A 36-year-old female is complaining of increased vaginal dryness during sexual intercourse. She has received chemotherapy in the past and has menopausal symptoms due to ovarian suppression. An appropriate nursing intervention would be to instruct the client on the use of:
- A. Vaginal dilators.
- B. Nightly douches.
- C. Water-soluble vaginal lubricants.
- D. Relaxation techniques.
Correct Answer: C
Rationale: Water-soluble vaginal lubricants are effective for managing vaginal dryness caused by chemotherapy-induced ovarian suppression, improving comfort during intercourse.
Which of the following nursing interventions would be most helpful in making the respiratory effort of a client with metastatic lung cancer more efficient?
- A. Teaching the client diaphragmatic breathing techniques.
- B. Administering cough suppressants as ordered.
- C. Teaching and encouraging pursed-lip breathing.
- D. Placing the client in a low semi-Fowler's position.
Correct Answer: C
Rationale: Pursed-lip breathing helps prolong exhalation, reducing air trapping and improving respiratory efficiency in clients with metastatic lung cancer.

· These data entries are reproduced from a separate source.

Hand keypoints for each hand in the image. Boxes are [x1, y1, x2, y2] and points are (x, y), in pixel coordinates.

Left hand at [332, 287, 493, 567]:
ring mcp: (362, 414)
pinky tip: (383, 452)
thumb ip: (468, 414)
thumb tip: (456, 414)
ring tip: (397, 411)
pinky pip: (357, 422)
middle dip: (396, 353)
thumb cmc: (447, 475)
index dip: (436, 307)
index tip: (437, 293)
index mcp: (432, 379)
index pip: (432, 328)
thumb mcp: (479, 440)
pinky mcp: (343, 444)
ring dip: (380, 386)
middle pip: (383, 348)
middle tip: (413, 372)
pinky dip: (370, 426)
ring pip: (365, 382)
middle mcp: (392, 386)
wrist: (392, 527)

The nurse sees a client walking in the hallway who begins to have a seizure. The nurse should do which of the following in priority order?
- A. Maintain a patent airway.
- B. Record the seizure activity observed.

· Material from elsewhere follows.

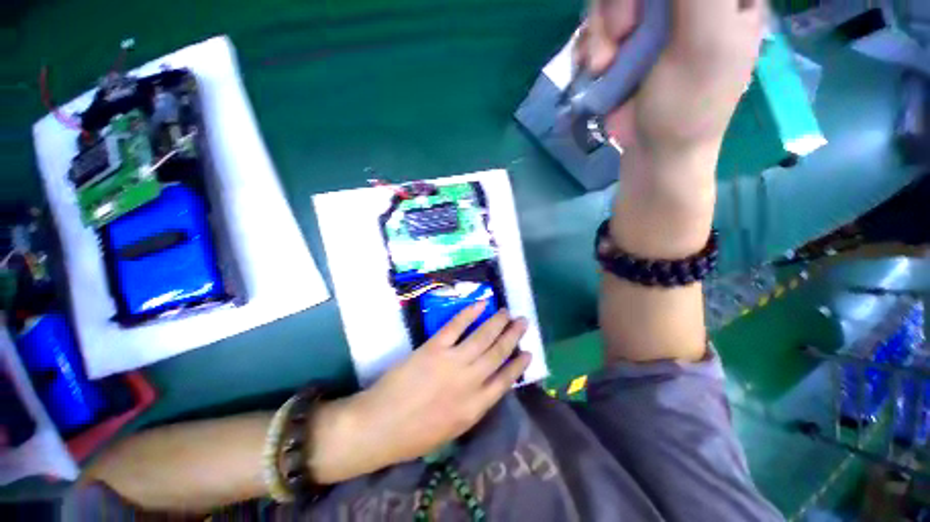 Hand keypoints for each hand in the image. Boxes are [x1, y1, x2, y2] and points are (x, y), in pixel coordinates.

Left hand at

- C. Ease the client to the floor.
- D. Obtain vital signs.
Correct Answer: C,A,B,D
Rationale: The priority order is: 1) Ease the client to the floor to prevent injury (C); 2) Maintain a patent airway to ensure oxygenation (A); 3) Record seizure activity for accurate reporting (B); 4) Obtain vital signs post-seizure to assess stability (D).
The nurse is a member of a team that is planning a client-centered approach to care of clients with chronic obstructive pulmonary disease (COPD) using the Chronic Care Model (CCM). The team should focus on improving quality of care and delivery in which of the following areas? Select all that apply.
- A. The community.
- B. Clinical information systems.
- C. Delivery system design.
- D. Administrative leadership.
- E. Emphasis on the acute care setting.
Correct Answer: A,B,C
Rationale: The Chronic Care Model emphasizes community resources (A), clinical information systems (B), and delivery system design (C) for chronic disease management. Administrative leadership and acute care focus are less central.